O Ministério Público de Minas Gerais (MPMG) realizou nesta segunda-feira (10), em Belo Horizonte, a Oficina de Monitoramento “Escuta Protegida”. O encontro reuniu profissionais que atuam na rede de proteção à infância e à adolescência para discutir avanços e desafios na aplicação das medidas de proteção a crianças e adolescentes vítimas ou testemunhas de violência.
A iniciativa faz parte de um trabalho desenvolvido desde 2020 com o objetivo de padronizar os procedimentos adotados pelos diferentes órgãos que integram a rede de proteção.

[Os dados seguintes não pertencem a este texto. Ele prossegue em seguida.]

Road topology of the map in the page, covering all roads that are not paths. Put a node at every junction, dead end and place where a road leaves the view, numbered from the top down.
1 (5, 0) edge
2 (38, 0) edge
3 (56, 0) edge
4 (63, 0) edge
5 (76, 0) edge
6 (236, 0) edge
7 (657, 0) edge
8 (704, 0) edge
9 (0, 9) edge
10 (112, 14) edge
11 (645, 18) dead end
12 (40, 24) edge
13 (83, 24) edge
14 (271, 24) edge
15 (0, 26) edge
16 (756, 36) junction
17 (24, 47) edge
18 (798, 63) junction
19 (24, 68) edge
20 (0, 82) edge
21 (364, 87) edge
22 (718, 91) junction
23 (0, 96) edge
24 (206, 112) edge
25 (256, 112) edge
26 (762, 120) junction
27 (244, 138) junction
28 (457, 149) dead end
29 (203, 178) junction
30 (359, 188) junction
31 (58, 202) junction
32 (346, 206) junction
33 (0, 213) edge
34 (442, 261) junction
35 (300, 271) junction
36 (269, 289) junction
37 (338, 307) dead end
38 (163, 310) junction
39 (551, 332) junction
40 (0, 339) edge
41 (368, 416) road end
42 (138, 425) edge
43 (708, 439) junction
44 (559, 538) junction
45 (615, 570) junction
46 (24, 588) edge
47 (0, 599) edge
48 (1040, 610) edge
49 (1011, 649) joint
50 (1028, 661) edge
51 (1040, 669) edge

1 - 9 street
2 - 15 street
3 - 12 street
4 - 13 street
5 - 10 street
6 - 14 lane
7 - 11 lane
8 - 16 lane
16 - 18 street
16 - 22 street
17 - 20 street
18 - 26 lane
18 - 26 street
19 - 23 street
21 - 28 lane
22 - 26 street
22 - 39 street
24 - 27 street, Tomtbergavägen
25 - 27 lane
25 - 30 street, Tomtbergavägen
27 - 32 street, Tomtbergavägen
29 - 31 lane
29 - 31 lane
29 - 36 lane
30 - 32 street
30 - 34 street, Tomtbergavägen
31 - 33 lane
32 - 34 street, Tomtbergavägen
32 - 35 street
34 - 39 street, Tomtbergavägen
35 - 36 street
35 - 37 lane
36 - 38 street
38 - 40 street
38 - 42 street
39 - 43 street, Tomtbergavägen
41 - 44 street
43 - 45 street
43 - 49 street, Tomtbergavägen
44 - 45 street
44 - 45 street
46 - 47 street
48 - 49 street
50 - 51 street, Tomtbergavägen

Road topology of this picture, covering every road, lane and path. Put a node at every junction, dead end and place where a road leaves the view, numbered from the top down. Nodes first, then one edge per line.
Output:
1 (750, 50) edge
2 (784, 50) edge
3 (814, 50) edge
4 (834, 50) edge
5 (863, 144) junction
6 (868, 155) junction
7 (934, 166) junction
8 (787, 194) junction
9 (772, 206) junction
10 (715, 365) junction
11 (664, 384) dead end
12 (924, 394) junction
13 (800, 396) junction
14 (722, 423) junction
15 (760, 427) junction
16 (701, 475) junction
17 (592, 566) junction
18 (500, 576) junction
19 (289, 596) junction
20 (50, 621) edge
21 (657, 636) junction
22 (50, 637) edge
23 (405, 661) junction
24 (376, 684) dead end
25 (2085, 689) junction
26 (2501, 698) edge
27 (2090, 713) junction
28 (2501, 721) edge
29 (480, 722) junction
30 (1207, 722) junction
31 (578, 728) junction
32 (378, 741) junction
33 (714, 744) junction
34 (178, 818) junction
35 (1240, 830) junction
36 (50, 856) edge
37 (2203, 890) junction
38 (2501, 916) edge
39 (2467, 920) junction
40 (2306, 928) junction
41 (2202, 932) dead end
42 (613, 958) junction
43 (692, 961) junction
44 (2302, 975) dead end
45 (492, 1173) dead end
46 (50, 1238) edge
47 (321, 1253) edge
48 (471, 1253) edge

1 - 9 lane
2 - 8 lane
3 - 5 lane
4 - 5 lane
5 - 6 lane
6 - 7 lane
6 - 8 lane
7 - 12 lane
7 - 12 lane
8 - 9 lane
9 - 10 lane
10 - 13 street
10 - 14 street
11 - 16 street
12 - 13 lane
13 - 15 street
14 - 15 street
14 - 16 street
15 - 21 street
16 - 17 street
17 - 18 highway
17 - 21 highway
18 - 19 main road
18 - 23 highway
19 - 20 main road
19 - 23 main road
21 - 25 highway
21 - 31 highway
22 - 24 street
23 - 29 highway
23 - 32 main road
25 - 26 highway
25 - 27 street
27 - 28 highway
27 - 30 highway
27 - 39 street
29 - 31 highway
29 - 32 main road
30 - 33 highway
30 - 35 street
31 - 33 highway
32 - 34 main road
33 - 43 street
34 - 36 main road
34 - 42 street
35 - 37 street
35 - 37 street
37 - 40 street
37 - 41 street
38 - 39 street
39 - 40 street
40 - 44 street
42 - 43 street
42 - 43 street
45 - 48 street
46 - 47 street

A proposta é fortalecer a integração entre os setores de saúde, assistência social, educação, segurança pública e Justiça. A articulação busca agilizar os atendimentos, evitar constrangimentos e reduzir a possibilidade de revitimização durante a coleta de depoimentos.
Durante a oficina, também foi apresentado um diagnóstico sobre a violência sexual contra crianças e adolescentes em Minas Gerais e Belo Horizonte.
Entre 2014 e 2025, foram registradas 48.344 ocorrências no estado. Do total, 73,9% dos casos ocorreram dentro de residências, enquanto 84,6% das vítimas eram meninas. Quase metade das vítimas tinha entre 9 e 13 anos.
O levantamento também identificou a presença frequente de familiares e pessoas próximas entre os autores das agressões, reforçando a importância da atuação integrada dos órgãos responsáveis pela proteção de crianças e adolescentes.